YOUR GOAL:
This exercise calls for copying every line below that holds the word "graph".

ENTRIES SHOWN:
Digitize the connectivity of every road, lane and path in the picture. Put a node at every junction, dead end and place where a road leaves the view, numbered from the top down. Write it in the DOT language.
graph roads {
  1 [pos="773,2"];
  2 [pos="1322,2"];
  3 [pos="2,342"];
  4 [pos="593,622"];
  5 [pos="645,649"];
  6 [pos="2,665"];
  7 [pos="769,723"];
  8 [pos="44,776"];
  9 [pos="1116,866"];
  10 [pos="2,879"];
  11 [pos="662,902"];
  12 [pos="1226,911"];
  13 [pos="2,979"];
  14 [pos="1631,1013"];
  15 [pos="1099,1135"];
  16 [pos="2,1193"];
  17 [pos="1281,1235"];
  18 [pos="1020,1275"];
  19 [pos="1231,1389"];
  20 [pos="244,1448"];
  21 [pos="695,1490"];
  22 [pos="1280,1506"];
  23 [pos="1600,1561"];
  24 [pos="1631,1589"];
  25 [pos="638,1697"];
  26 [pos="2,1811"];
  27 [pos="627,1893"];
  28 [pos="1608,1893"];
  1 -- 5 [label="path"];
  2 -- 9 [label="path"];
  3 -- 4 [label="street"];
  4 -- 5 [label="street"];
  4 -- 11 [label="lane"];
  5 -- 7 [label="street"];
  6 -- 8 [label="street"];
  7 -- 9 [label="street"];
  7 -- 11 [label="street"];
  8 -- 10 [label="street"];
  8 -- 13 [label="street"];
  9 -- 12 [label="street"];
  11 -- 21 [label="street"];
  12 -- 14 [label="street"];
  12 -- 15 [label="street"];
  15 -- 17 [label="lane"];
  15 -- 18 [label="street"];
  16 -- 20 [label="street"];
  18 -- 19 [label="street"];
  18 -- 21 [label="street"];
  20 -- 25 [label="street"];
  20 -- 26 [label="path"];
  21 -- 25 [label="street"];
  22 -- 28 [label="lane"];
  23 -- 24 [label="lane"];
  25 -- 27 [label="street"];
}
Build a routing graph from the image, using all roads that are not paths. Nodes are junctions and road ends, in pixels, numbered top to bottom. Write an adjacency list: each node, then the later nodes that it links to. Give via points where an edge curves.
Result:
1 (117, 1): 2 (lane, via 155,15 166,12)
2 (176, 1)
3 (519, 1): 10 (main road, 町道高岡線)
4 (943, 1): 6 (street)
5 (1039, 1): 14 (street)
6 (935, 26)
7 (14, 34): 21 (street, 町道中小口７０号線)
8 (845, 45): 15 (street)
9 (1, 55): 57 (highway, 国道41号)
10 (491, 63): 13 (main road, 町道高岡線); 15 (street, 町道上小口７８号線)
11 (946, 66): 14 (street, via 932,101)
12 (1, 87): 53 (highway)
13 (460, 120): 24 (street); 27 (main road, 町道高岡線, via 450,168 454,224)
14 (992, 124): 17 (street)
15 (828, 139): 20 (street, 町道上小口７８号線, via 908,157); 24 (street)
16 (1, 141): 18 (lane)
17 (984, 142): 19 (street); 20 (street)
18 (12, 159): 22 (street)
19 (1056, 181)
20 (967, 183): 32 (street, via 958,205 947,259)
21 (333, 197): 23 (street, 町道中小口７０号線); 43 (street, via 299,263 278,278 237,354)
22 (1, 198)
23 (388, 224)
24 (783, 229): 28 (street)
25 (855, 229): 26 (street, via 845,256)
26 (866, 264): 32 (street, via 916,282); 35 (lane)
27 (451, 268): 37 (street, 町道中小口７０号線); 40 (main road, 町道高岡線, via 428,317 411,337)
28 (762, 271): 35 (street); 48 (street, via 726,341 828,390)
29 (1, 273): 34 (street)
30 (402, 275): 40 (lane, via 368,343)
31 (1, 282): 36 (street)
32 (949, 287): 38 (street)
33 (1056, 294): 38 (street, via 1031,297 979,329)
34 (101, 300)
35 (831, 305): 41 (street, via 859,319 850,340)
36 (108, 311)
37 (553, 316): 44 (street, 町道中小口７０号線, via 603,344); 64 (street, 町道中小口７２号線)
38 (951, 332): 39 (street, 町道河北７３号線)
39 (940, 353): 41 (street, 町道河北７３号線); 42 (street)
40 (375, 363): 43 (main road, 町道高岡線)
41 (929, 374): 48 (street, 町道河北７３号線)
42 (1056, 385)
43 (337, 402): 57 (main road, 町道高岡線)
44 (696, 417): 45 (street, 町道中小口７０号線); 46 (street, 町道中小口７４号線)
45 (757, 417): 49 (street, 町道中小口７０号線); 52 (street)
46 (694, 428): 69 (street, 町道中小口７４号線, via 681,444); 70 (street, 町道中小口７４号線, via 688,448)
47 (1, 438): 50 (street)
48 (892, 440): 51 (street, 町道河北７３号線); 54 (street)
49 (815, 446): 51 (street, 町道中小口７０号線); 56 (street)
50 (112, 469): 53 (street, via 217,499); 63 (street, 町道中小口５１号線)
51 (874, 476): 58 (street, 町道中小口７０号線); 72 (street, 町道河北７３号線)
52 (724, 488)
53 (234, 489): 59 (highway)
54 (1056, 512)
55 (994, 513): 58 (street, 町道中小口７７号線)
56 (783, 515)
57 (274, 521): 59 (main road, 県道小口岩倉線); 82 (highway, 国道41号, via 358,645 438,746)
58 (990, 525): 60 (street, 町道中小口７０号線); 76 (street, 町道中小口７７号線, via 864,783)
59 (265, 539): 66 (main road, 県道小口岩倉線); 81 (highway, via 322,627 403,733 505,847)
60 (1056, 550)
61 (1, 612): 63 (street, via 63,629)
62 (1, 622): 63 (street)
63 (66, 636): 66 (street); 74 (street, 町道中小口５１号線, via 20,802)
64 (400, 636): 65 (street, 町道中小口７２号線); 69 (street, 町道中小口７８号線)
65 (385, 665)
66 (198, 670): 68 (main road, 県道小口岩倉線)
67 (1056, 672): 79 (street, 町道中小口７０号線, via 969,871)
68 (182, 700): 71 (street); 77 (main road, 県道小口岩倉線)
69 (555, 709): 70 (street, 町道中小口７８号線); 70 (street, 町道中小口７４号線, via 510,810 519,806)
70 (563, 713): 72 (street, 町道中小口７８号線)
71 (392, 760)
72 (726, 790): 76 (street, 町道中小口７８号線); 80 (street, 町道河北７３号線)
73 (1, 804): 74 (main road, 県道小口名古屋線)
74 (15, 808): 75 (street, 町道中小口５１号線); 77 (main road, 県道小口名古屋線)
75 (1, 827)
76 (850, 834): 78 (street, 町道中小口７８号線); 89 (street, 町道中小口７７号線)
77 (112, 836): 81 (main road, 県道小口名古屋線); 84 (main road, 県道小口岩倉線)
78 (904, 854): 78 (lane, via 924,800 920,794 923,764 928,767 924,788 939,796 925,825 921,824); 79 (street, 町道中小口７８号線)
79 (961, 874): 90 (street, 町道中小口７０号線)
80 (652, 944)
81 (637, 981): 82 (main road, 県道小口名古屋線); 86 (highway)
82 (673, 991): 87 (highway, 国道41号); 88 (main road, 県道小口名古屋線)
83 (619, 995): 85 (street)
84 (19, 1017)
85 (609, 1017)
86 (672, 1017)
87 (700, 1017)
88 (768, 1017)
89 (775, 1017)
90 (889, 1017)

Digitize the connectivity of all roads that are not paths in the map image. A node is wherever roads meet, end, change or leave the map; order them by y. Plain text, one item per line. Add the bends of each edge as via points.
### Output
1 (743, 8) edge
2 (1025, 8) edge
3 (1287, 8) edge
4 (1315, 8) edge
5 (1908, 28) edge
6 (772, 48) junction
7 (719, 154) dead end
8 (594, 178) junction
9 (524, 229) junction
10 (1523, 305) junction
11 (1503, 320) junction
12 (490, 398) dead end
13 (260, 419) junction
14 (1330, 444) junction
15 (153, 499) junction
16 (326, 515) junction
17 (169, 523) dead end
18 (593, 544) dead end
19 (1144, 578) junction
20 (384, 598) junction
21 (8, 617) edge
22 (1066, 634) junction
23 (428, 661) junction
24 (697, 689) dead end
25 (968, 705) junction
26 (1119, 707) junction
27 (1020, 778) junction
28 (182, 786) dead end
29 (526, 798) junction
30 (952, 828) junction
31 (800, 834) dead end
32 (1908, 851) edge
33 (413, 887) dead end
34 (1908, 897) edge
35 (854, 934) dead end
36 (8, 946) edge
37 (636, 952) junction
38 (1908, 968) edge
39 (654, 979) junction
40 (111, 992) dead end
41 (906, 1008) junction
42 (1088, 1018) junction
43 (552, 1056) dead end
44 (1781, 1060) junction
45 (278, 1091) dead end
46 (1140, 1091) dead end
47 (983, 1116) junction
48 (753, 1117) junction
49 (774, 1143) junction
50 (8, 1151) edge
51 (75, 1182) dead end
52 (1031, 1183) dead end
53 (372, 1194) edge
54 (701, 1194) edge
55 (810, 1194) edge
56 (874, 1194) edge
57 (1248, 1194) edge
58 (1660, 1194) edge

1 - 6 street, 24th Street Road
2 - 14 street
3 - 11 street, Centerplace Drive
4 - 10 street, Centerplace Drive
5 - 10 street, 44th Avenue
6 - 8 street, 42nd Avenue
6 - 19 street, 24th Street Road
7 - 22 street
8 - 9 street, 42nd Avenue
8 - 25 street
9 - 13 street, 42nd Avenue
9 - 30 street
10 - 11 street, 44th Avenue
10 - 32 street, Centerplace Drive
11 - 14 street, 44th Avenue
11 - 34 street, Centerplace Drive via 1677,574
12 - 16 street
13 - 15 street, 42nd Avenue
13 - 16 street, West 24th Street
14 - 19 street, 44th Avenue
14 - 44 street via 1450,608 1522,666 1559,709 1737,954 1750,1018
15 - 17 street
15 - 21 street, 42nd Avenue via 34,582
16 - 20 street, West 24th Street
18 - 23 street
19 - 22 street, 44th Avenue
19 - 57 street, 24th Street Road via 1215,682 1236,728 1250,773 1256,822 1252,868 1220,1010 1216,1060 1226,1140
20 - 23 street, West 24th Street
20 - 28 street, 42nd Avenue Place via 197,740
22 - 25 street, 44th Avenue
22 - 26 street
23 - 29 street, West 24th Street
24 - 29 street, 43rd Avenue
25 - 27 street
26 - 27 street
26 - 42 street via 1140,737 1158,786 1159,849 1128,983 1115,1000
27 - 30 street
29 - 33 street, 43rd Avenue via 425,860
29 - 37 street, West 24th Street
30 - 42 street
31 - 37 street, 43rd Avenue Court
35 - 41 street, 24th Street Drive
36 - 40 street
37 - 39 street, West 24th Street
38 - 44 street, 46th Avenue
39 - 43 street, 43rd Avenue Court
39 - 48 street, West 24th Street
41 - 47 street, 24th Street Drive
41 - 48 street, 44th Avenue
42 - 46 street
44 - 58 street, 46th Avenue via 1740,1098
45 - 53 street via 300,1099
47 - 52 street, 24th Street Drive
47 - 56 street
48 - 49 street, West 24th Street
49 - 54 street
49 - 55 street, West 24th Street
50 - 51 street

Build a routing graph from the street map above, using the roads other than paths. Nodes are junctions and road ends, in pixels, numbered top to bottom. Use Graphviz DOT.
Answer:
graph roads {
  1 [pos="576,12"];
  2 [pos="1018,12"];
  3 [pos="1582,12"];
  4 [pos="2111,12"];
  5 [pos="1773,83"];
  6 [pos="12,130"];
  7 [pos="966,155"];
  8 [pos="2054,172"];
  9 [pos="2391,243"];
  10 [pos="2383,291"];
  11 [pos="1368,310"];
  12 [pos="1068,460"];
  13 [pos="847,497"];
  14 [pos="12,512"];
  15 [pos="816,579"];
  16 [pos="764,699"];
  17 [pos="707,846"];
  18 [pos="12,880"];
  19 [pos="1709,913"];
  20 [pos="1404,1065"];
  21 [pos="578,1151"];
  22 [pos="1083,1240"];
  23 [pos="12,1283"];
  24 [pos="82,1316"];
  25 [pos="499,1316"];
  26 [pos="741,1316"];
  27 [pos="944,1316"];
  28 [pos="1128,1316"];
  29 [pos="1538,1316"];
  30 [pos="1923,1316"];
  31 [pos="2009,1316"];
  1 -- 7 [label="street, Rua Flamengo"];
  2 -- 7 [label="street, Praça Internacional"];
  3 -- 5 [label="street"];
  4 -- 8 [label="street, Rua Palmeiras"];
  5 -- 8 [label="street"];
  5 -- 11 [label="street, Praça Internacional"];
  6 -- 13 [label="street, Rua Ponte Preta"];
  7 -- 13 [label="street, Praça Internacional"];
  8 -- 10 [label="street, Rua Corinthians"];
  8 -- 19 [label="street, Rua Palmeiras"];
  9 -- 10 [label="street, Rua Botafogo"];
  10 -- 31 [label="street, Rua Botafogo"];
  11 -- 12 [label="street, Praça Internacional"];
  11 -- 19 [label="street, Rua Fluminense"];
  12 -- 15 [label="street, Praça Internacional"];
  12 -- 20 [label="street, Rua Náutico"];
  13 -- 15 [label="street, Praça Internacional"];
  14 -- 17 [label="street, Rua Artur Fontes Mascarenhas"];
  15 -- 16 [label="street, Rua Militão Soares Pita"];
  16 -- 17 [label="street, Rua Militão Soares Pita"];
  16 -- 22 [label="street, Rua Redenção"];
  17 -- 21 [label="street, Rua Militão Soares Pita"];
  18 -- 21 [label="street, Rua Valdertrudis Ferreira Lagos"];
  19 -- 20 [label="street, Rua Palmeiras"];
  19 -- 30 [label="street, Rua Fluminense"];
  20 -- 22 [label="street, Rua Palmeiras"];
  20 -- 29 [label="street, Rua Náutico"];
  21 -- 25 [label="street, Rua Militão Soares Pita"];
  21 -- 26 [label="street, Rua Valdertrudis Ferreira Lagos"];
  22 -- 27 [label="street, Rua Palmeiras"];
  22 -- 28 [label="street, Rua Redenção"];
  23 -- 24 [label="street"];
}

SOLUTION FOR THIS TASK:
graph roads {
Build a routing graph from the image, using all roads that are not paths. Nodes are junctions and road ends, in pixels, numbered top to bottom. Write an adjacency list: each node, then the later nodes that it links to. Give via points where an edge curves.
Build a routing graph from the street map above, using the roads other than paths. Nodes are junctions and road ends, in pixels, numbered top to bottom. Use Graphviz DOT.
graph roads {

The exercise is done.